Internet security is, of course, paramount to Google and it is consistently looking for ways to promote further protection measures. One of the latest pushes has been to further promote HTTPS to improve the security of websites that people access. An increasing number of webmasters have adopted HTTPS (also known as HTTP over TLS, or Transport Layer Security) on their website but Google would like to further encourage HTTPS. As a result, Google has started to use HTTPS as a ranking signal. The signal is only lightweight at the minute (with other signals such as high quality content carrying more weight) because Google wants to give webmasters time to switch to HTTPS. However, Google has said that over time they “may decide to strengthen it, because we’d like all website owners to switch from HTTP to HTTPS to keep everyone safe on the web.”
It is pretty rare for Google to advise us of something that will directly affect site rankings. It seems that if they do, as in this case, it’s often because they want to modify our behaviour. A past example of this is when Google first started to raise web performance – it later announced that site speed is a ranking factor.
So, what is so great about HTTPS and why is Google so interested in promoting it? What’s in it for them? Well, Google ultimately wants its users to have a good experience and to trust that they are getting a safe experience.

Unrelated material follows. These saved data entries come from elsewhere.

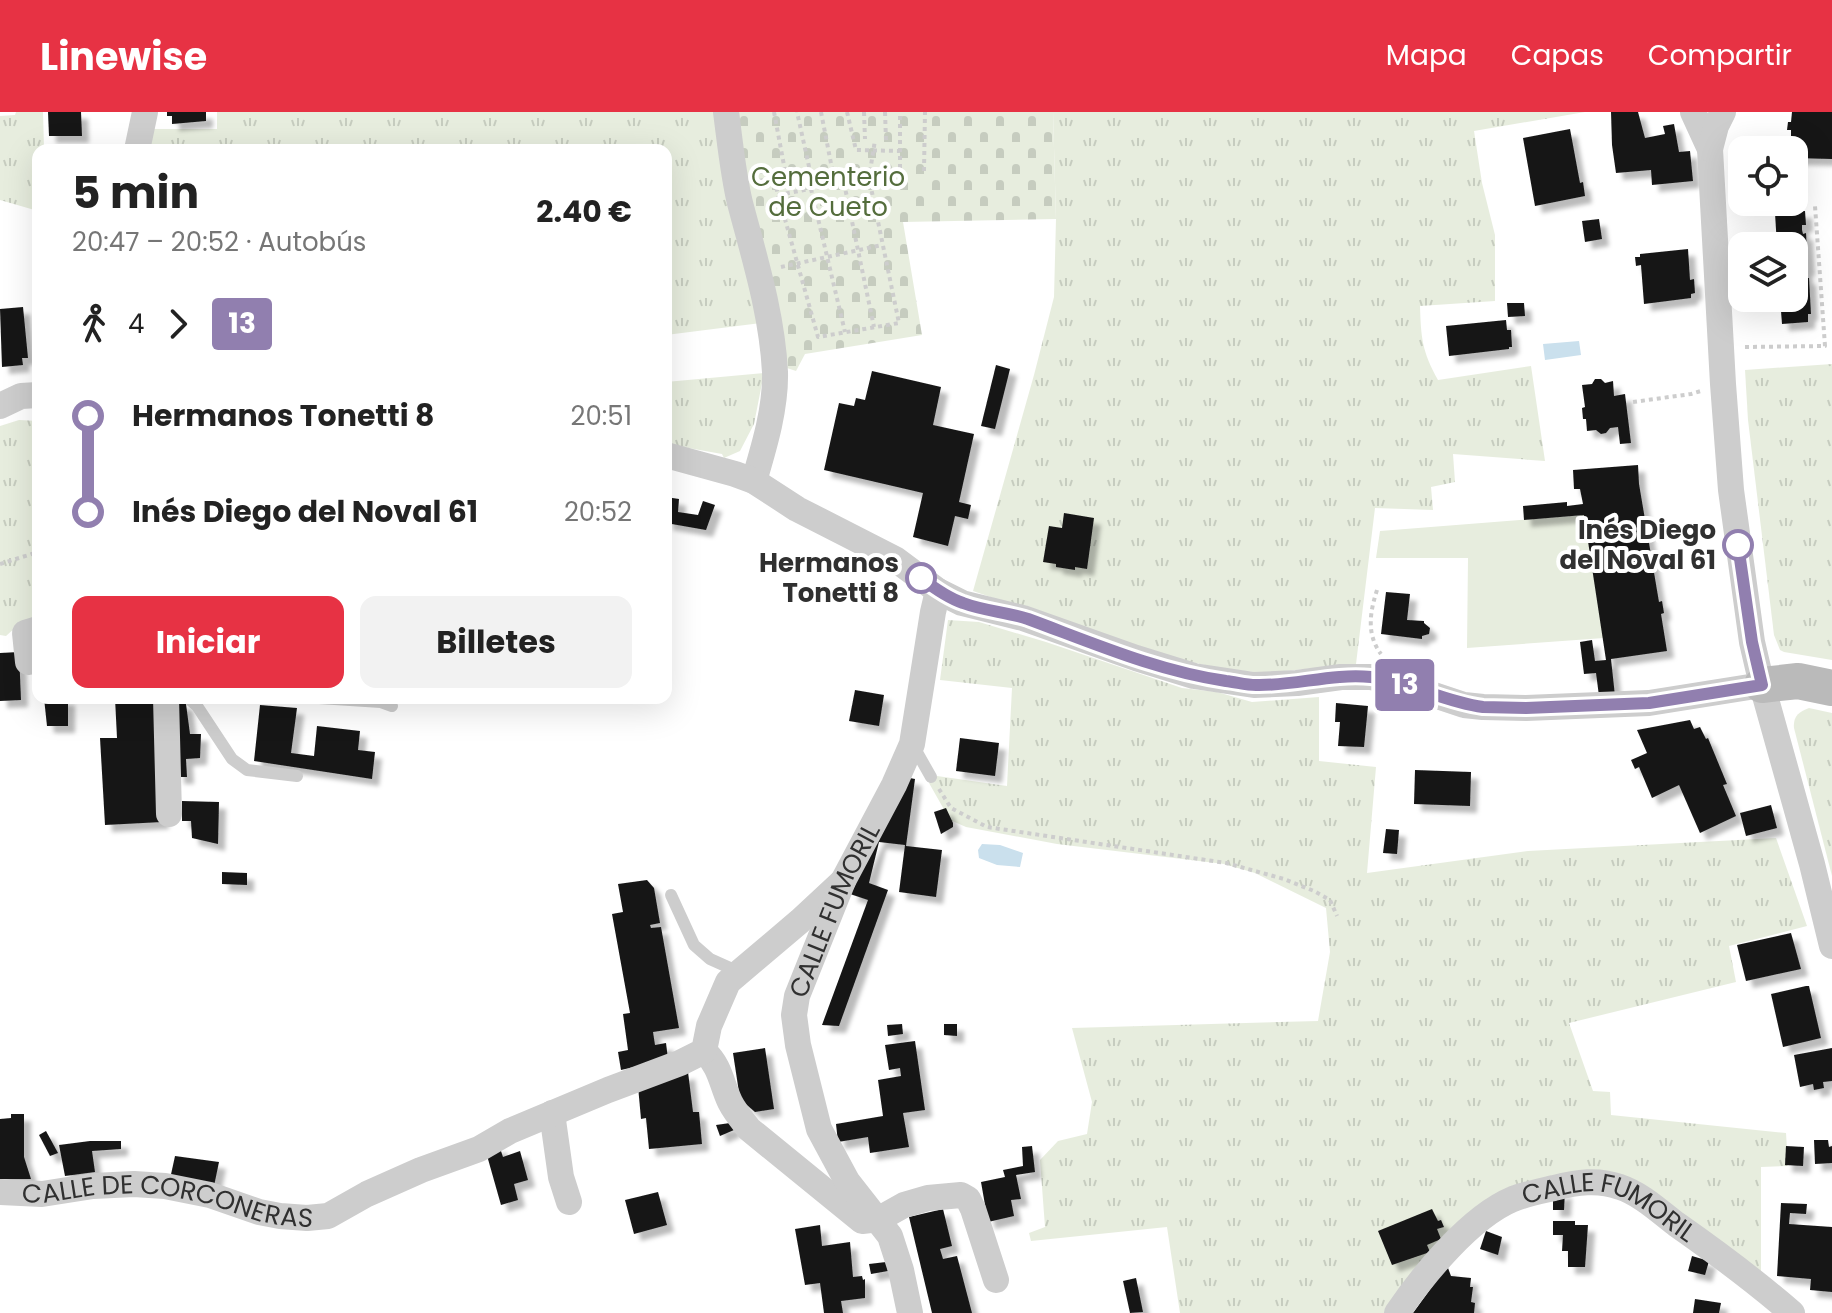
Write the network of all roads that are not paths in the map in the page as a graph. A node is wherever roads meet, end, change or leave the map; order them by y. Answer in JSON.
{"nodes":[{"id":1,"x":145,"y":112,"type":"edge"},
{"id":2,"x":726,"y":112,"type":"edge"},
{"id":3,"x":1693,"y":112,"type":"edge"},
{"id":4,"x":1723,"y":112,"type":"edge"},
{"id":5,"x":138,"y":144,"type":"edge"},
{"id":6,"x":1710,"y":149,"type":"junction"},
{"id":7,"x":32,"y":395,"type":"edge"},
{"id":8,"x":0,"y":406,"type":"edge"},
{"id":9,"x":672,"y":457,"type":"edge"},
{"id":10,"x":754,"y":481,"type":"junction"},
{"id":11,"x":938,"y":591,"type":"junction"},
{"id":12,"x":32,"y":631,"type":"edge"},
{"id":13,"x":28,"y":662,"type":"dead end"},
{"id":14,"x":1762,"y":685,"type":"junction"},
{"id":15,"x":1832,"y":688,"type":"edge"},
{"id":16,"x":166,"y":704,"type":"edge"},
{"id":17,"x":195,"y":704,"type":"edge"},
{"id":18,"x":386,"y":704,"type":"edge"},
{"id":19,"x":392,"y":706,"type":"dead end"},
{"id":20,"x":912,"y":744,"type":"junction"},
{"id":21,"x":297,"y":776,"type":"dead end"},
{"id":22,"x":931,"y":777,"type":"road end"},
{"id":23,"x":169,"y":814,"type":"dead end"},
{"id":24,"x":843,"y":881,"type":"junction"},
{"id":25,"x":671,"y":895,"type":"dead end"},
{"id":26,"x":1832,"y":946,"type":"edge"},
{"id":27,"x":739,"y":972,"type":"junction"},
{"id":28,"x":704,"y":1051,"type":"junction"},
{"id":29,"x":552,"y":1113,"type":"junction"},
{"id":30,"x":0,"y":1192,"type":"edge"},
{"id":31,"x":569,"y":1202,"type":"dead end"},
{"id":32,"x":879,"y":1219,"type":"junction"},
{"id":33,"x":996,"y":1280,"type":"dead end"},
{"id":34,"x":910,"y":1313,"type":"edge"},
{"id":35,"x":1397,"y":1313,"type":"edge"},
{"id":36,"x":1792,"y":1313,"type":"edge"}],
"edges":[{"from":1,"to":5,"type":"street"},
{"from":2,"to":10,"type":"street"},
{"from":3,"to":6,"type":"street"},
{"from":4,"to":6,"type":"street"},
{"from":6,"to":14,"type":"street"},
{"from":7,"to":8,"type":"street"},
{"from":9,"to":10,"type":"street"},
{"from":10,"to":11,"type":"street"},
{"from":11,"to":14,"type":"street"},
{"from":11,"to":20,"type":"street","name":"CALLE FUMORIL"},
{"from":12,"to":13,"type":"street"},
{"from":14,"to":15,"type":"main road"},
{"from":14,"to":26,"type":"street"},
{"from":16,"to":23,"type":"street"},
{"from":17,"to":21,"type":"lane"},
{"from":18,"to":19,"type":"lane"},
{"from":20,"to":22,"type":"lane"},
{"from":20,"to":24,"type":"street","name":"CALLE FUMORIL"},
{"from":24,"to":27,"type":"street"},
{"from":24,"to":32,"type":"street","name":"CALLE FUMORIL"},
{"from":25,"to":27,"type":"lane"},
{"from":27,"to":28,"type":"street"},
{"from":28,"to":29,"type":"street","name":"CALLE DE CORCONERAS"},
{"from":28,"to":32,"type":"street"},
{"from":29,"to":30,"type":"street","name":"CALLE DE CORCONERAS"},
{"from":29,"to":31,"type":"street"},
{"from":32,"to":33,"type":"street"},
{"from":32,"to":34,"type":"street","name":"CALLE FUMORIL"},
{"from":35,"to":36,"type":"street","name":"CALLE FUMORIL"}]}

Identity theft and privacy issues are top of the agenda and internet users are increasingly conscious of these threats. As a result, if Google is to continue to be the search engine of choice – it needs to be consistently showing that it is moving forward privacy and data protection. HTTPS has greater security so for Google it is important that as many people adopt it as possible.
How does the ranking work?
Google runs the HTTPS ranking signal in real time (unlike Penguin or Panda algorithms). This means that as soon as Google indexes your new HTTPS URL, that URL will immediately see a very small ranking boost because of the HTTPS URL. The behind the scenes overall ranking algorithm boost is tiny at the minute and you won’t see your ranking jump hugely but it will have a small effect.
The signal is on a per-URL basis and not on a site wide basis. This means that if you have some parts of your site migrated to HTTPS and some parts not, Google will give the boost to the ones on the HTTPS URLs and not to the others. Google obviously wants whole sites to be migrated to HTTPS but it can be done in stages e.g. if you want to test it, on a URL by URL basis.
It seems that the motivation is clear – giving HTTPS sites a ranking boost to encourage webmasters to migrate their sites from HTTP to HTTPS hence increasing security. However, why might some SEOs have concerns?
There have been issues raised about the site load speed of HTTPS and Google has said that sites with slow loading times may get reduced rankings. Is there therefore a conflict here?
Well, Google says that as long as HTTPS is properly implemented, it will not cause a significant performance penalty. It seems unlikely that Google would be promoting HTTPS so strongly if it felt that web performance was going to be compromised but clearly it is important that HTTPS is implemented in the right way.
Redirecting HTTP to HTTPS
In basic terms, http://www.abcd.com is different from https://www.abcd.com. Serving the same content on two different URLs is duplicate content. When you do a site move, Google recommends that you use the change of address tool within Google Webmaster Tools. However, this cannot be done with HTTP to HTTPS because the change of address tool does not support HTTPS migrations, yet.
There is no estimate time for when Google will support it. However, Google’s John Mueller said if you are doing the migration, a 301 redirect is enough of a signal to communicate the change, even without using the change of address tool.
Another option is to contemplate adding a canonical link element pointing from the http version to the https version.
How to do it properly
Generally speaking, there are ways around the issues that can arise in the migration. Clearly it is important to follow best practice to do it properly and minimise any problems. Google is due to publish detailed best practices to make TLS adoption easier and to avoid common mistakes (you can find the information in its help centre now though) but these are Google’s few basic top tips:
- Decide the kind of certificate you need: single, multi-domain, or wildcard certificate
- Use 2048-bit key certificates
- Use relative URLs for resources that reside on the same secure domain
- Use protocol relative URLs for all other domains
- Check out our Site move article for more guidelines on how to change your website’s address
- Don’t block your HTTPS site from crawling using robots.txt
- Allow indexing of your pages by search engines where possible. Avoid the noindex robots meta tag.
So, there we go, Google wants us to speed up adoption of TLS and it is trying to push this along more quickly by affecting rankings. I wonder how long it will be before the amount that rankings are affected increase to something more meaningful to move the last stubborn few?